Invierno…

Blanco por fuera

y por dentro, puro verdor

(Ladrónimo)

Los productos de la denominada “alta cultura” tienden a petrificarse. Su valor aurático - la aparición irrepetible de una lejanía, diría Benjamin- entre otros fenómenos, también se encuentra determinado por la academia. Es ella, y solo ella, la que los califica, puliéndolos de melladuras, pliegues o aristas filosas. 

Lo mismo acontece con la vida de sus autores. El “tribunal de lo en sí” deja caer sobre ellos su sombra, degradando a otro conocimiento que no sea el de la obra. Y es en este espacio, el del saber no acreditado, donde entran a tallar los grandes lectores, los apasionados bibliófilos.
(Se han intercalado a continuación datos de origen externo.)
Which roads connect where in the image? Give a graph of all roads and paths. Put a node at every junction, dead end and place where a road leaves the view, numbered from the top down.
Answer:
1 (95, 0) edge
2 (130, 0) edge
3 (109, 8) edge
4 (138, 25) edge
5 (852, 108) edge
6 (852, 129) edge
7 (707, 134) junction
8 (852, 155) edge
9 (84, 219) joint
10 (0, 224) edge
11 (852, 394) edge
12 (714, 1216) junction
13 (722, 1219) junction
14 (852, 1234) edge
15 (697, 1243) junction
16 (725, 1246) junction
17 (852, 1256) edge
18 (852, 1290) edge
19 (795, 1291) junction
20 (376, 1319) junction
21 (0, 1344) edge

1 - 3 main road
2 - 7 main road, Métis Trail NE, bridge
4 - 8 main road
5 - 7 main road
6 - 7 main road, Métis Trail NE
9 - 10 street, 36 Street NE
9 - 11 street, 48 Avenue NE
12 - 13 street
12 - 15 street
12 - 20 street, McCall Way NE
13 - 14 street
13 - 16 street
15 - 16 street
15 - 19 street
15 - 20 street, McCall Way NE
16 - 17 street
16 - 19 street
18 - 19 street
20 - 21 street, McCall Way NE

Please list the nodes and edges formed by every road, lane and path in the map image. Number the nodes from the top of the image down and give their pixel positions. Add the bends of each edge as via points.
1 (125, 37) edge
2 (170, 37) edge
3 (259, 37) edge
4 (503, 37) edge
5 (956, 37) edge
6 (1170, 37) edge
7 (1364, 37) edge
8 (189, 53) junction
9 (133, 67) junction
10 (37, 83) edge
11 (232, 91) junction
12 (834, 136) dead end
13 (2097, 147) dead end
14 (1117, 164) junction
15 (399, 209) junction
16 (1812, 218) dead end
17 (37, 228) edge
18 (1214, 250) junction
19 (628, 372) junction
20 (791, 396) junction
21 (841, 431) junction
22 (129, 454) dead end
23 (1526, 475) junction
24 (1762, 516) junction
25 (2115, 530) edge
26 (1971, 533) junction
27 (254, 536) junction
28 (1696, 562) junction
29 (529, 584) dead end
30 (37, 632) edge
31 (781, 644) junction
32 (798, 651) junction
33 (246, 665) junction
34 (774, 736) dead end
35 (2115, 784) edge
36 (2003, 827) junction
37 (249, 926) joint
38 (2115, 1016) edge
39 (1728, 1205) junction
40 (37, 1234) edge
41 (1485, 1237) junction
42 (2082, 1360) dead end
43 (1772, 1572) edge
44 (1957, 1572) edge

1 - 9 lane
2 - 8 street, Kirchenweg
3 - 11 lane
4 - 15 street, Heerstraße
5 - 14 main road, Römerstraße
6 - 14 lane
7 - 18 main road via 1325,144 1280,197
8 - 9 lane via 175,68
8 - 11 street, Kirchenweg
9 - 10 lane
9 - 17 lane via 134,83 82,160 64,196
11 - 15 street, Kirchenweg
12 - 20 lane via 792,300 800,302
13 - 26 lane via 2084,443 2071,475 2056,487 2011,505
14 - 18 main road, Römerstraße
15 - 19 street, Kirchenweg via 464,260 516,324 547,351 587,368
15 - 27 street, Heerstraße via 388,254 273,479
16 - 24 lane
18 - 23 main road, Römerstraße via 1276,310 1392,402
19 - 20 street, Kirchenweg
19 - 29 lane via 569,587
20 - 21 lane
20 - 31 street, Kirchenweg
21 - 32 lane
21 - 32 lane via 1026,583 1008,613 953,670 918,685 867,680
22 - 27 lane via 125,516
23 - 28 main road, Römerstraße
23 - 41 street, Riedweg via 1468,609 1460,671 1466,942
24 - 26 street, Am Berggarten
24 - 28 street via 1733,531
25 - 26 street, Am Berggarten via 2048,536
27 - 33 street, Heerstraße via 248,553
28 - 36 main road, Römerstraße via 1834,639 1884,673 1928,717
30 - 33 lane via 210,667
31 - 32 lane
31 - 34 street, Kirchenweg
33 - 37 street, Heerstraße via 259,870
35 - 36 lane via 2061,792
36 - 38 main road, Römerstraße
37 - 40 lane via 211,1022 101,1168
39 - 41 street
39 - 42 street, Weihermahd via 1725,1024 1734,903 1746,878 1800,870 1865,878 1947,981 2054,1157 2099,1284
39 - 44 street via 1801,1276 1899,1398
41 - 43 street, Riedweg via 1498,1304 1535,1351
Así, con este mismo rótulo, podríamos destacar a muchos obviamente, pero me quiero detener en la labor de Leonardo Sciascia, que en un apartado de sus numerosos artículos sobre la obra de Stendhal, realiza del autor de Rojo y Negro

Dice el siciliano: “Hacia 1850 se publica un opúsculo con una tirada de veinticinco ejemplares, anónimos y sin fecha, luego sabríamos que su escritor fue Próspero Merimée. En él yace una referencia cuanto menos sinuosa sobre el temperamento y los gustos del autor de La cartuja de Parma. Al parecer Henri Beyle (tal era el nombre de Stendhal) muy celoso de su mujer italiana la hacía seguir por una sirvienta. Ella le reveló que la susodicha lo engañaba, y para probarlo lo hizo esconderse en un cuartito desde donde, al mirar por la cerradura, él vio, a tres pies de distancia, el acto réprobo de la esposa infiel”.

Este hecho al parecer dejó secuelas incandescentes en la vida amatoria del francés, tanto que luego de lo ocurrido, señala Sciascia: “Ante el ridículo de la situación le provocó una inesperada y loca alegría, que con esfuerzo, para no alarmar a los culpables, logró contenerse de largar una risotada, para sí luego, encontrar otro desahogo”. 

Con el tiempo, agregó el italiano, el escritor supo cambiar la comicidad, el bufo, de un cornudo doliente, por la de uno que es consciente y disfruta de lo ocurrido.

 

Pero volviendo al acto de lectura, sin presumir de una teoría al respecto, muchas veces el placer que ésta genera, se asimila al del mirón que, a través de un agujero, observa por el solo goce de hacerlo. Un episodio vergonzante de onanismo si uno no tiene la generosidad de compartirlo, o diríamos mejor, socializarlo y a la vez capitalizarlo, tal como lo hizo Stendhal.